==== Dataset ====
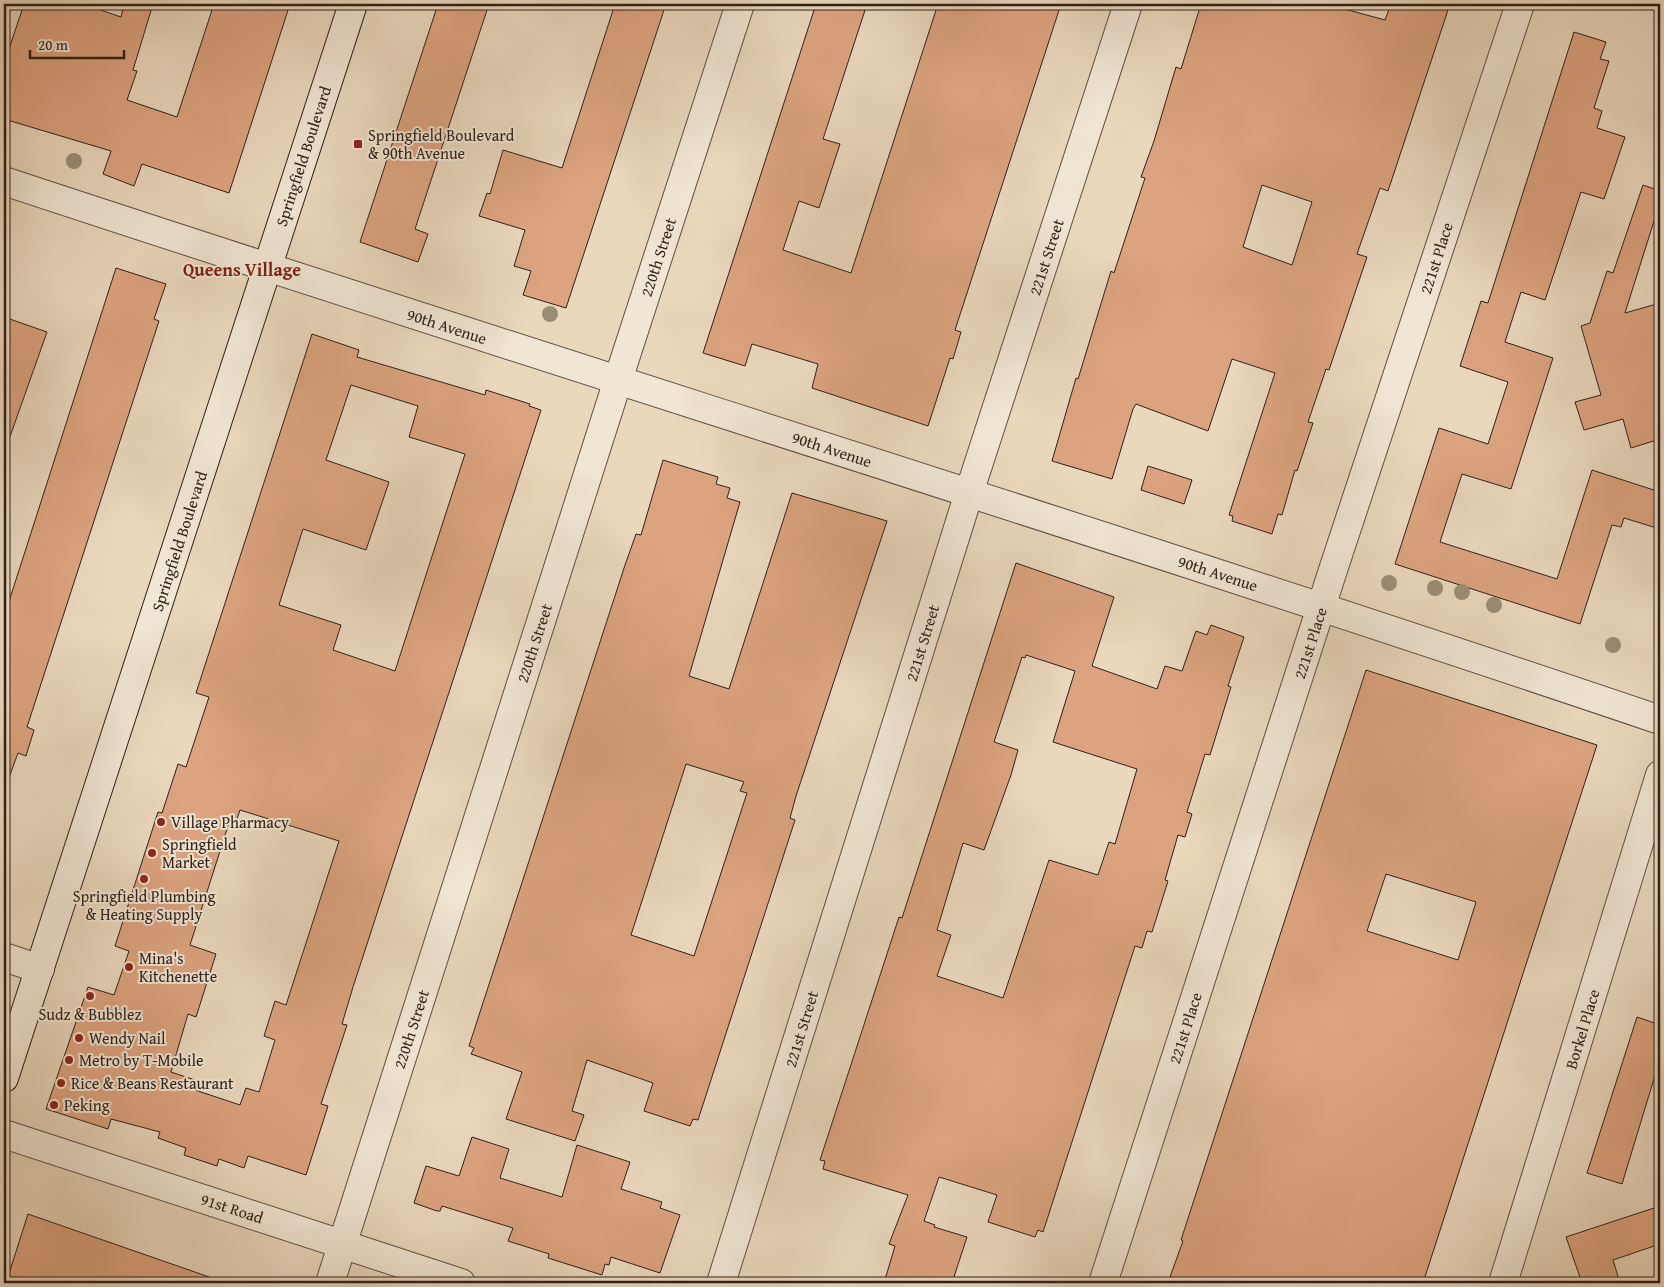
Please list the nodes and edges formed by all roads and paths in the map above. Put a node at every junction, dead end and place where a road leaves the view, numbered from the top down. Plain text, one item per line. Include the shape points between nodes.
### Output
1 (352, 4) edge
2 (740, 4) edge
3 (1128, 4) edge
4 (1520, 4) edge
5 (4, 181) edge
6 (267, 268) junction
7 (618, 380) junction
8 (969, 493) junction
9 (1322, 606) junction
10 (1660, 720) edge
11 (1660, 775) edge
12 (4, 957) edge
13 (40, 969) junction
14 (4, 1078) edge
15 (4, 1134) edge
16 (343, 1244) junction
17 (330, 1283) edge
18 (461, 1283) edge
19 (721, 1283) edge
20 (1103, 1283) edge
21 (1503, 1283) edge

1 - 6 street, Springfield Boulevard
2 - 7 street, 220th Street
3 - 8 street, 221st Street
4 - 9 street, 221st Place
5 - 6 street, 90th Avenue
6 - 7 street, 90th Avenue
6 - 13 street, Springfield Boulevard
7 - 8 street, 90th Avenue
7 - 16 street, 220th Street
8 - 9 street, 90th Avenue
8 - 19 street, 221st Street
9 - 10 street, 90th Avenue
9 - 20 street, 221st Place
11 - 21 street, Borkel Place
12 - 13 street
13 - 14 street, Springfield Boulevard
15 - 16 street, 91st Road
16 - 17 street, 220th Street
16 - 18 street, 91st Road

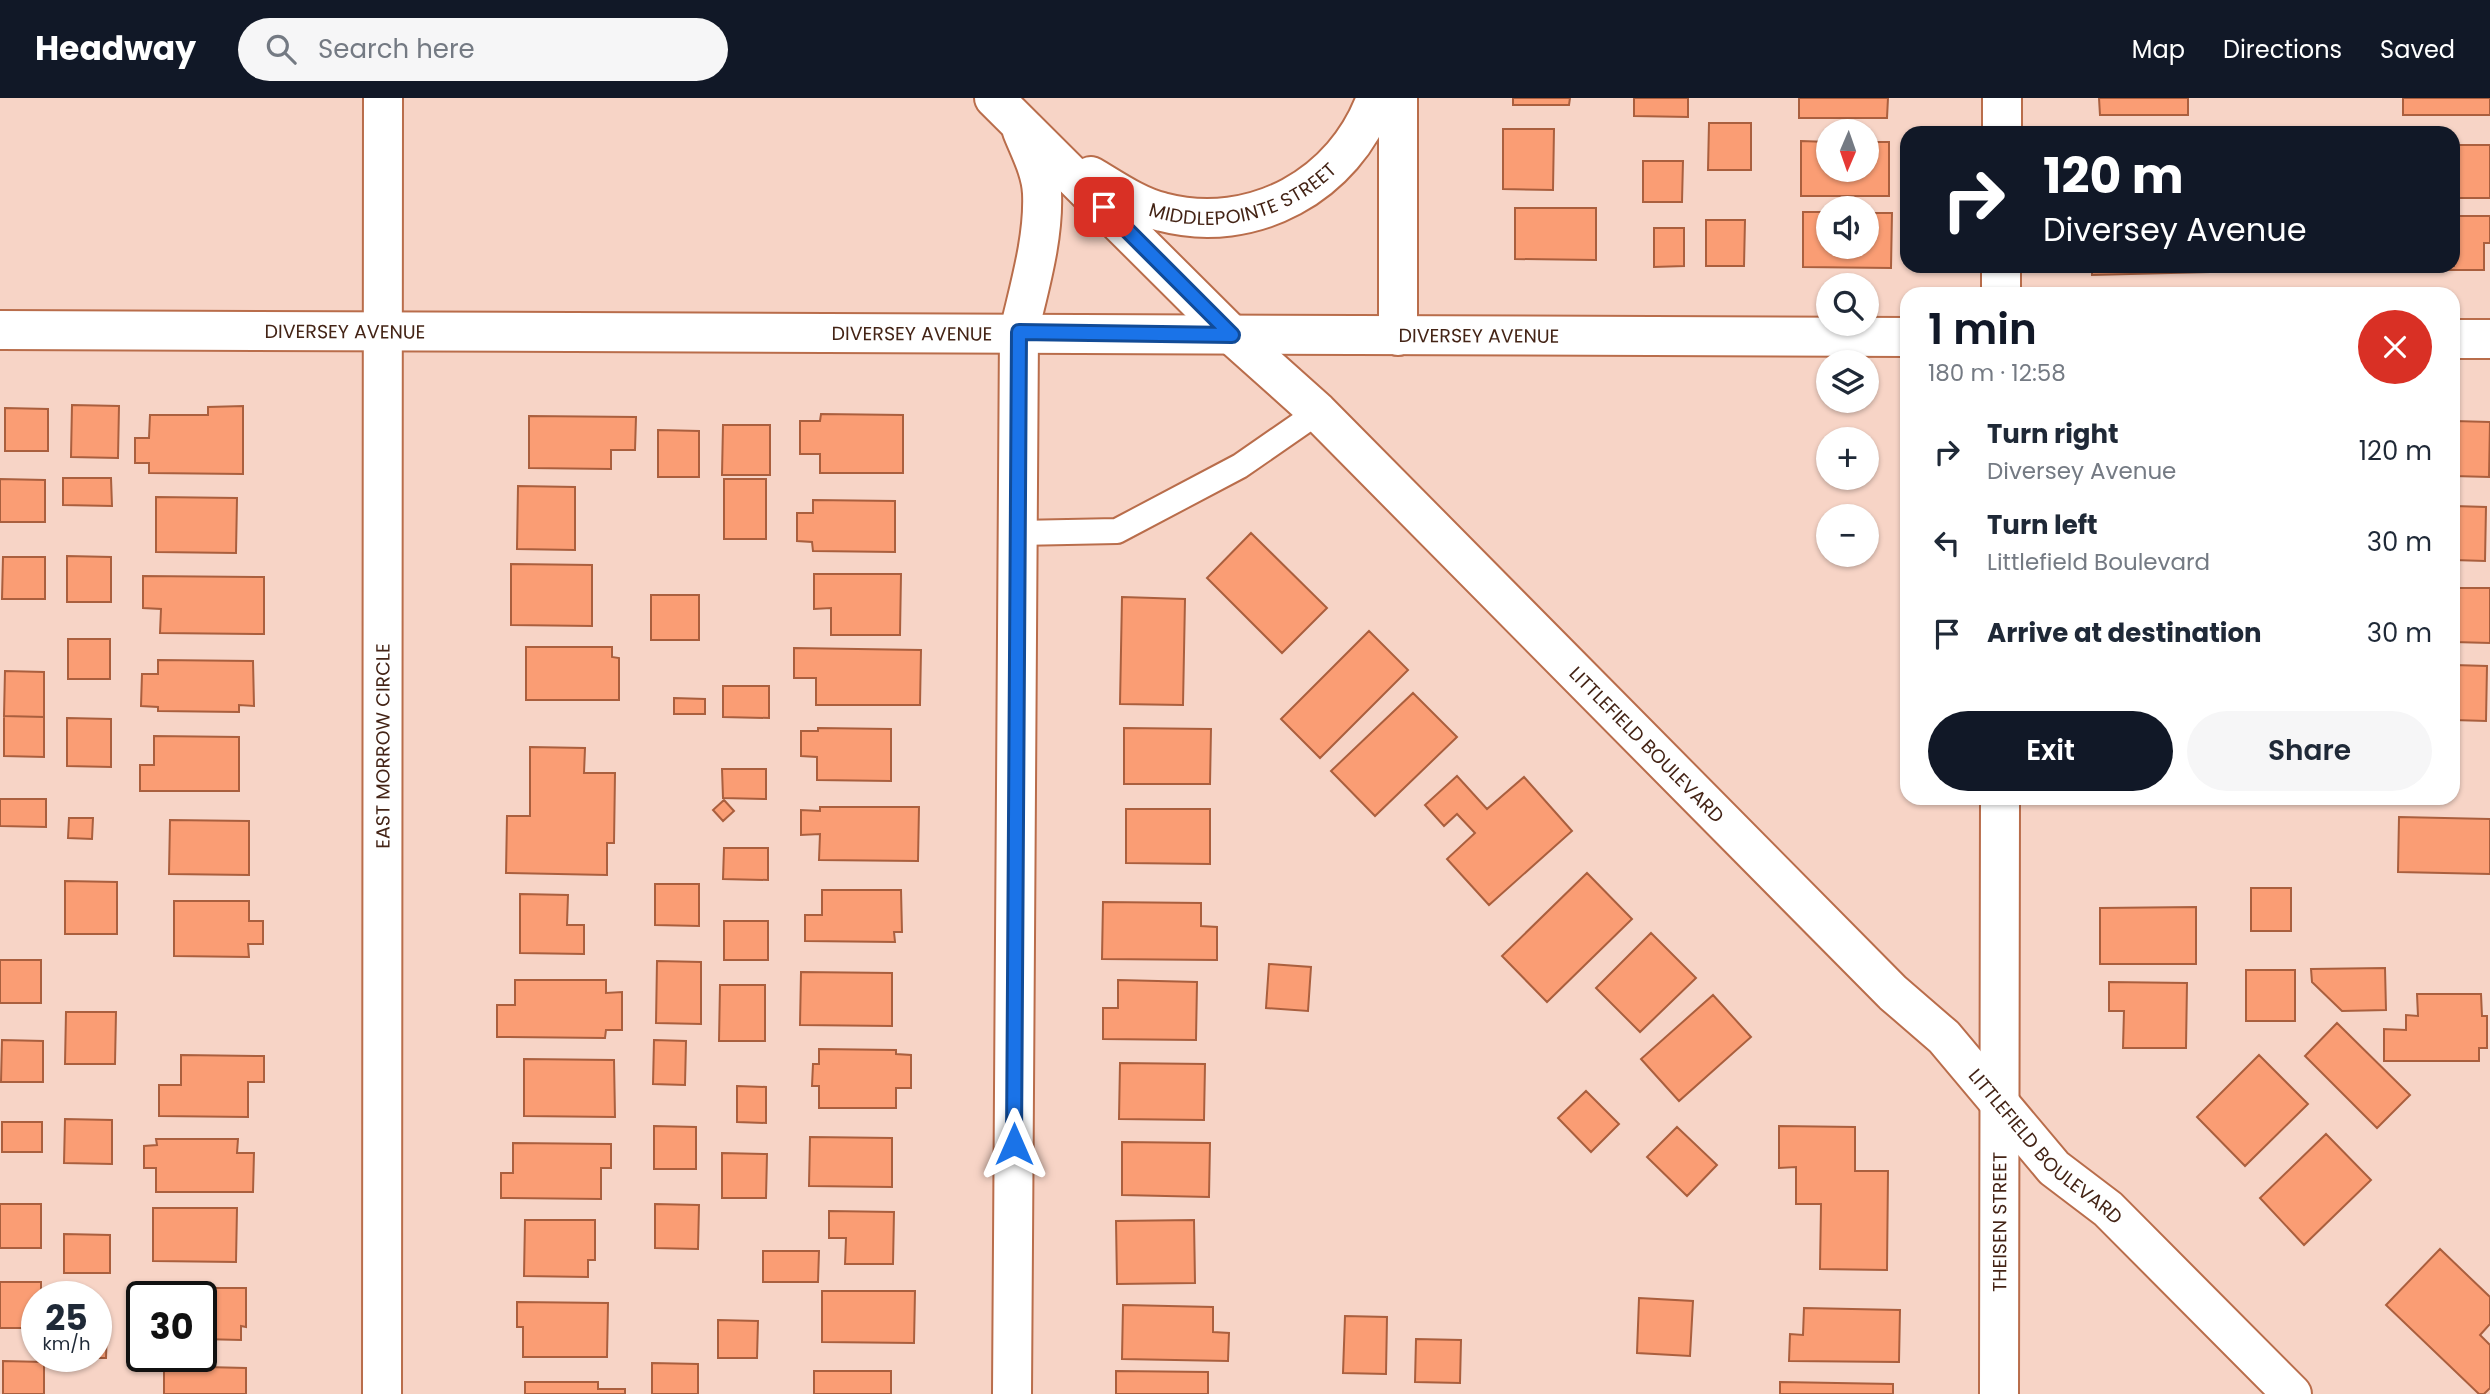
====
[Activity]:
Output all of the data exactly as it stands, minus any images.

[Response to the task]:
Please list the nodes and edges formed by all roads and paths in the map above. Put a node at every junction, dead end and place where a road leaves the view, numbered from the top down. Plain text, one item per line. Include the shape points between nodes.
### Output
1 (352, 4) edge
2 (740, 4) edge
3 (1128, 4) edge
4 (1520, 4) edge
5 (4, 181) edge
6 (267, 268) junction
7 (618, 380) junction
8 (969, 493) junction
9 (1322, 606) junction
10 (1660, 720) edge
11 (1660, 775) edge
12 (4, 957) edge
13 (40, 969) junction
14 (4, 1078) edge
15 (4, 1134) edge
16 (343, 1244) junction
17 (330, 1283) edge
18 (461, 1283) edge
19 (721, 1283) edge
20 (1103, 1283) edge
21 (1503, 1283) edge

1 - 6 street, Springfield Boulevard
2 - 7 street, 220th Street
3 - 8 street, 221st Street
4 - 9 street, 221st Place
5 - 6 street, 90th Avenue
6 - 7 street, 90th Avenue
6 - 13 street, Springfield Boulevard
7 - 8 street, 90th Avenue
7 - 16 street, 220th Street
8 - 9 street, 90th Avenue
8 - 19 street, 221st Street
9 - 10 street, 90th Avenue
9 - 20 street, 221st Place
11 - 21 street, Borkel Place
12 - 13 street
13 - 14 street, Springfield Boulevard
15 - 16 street, 91st Road
16 - 17 street, 220th Street
16 - 18 street, 91st Road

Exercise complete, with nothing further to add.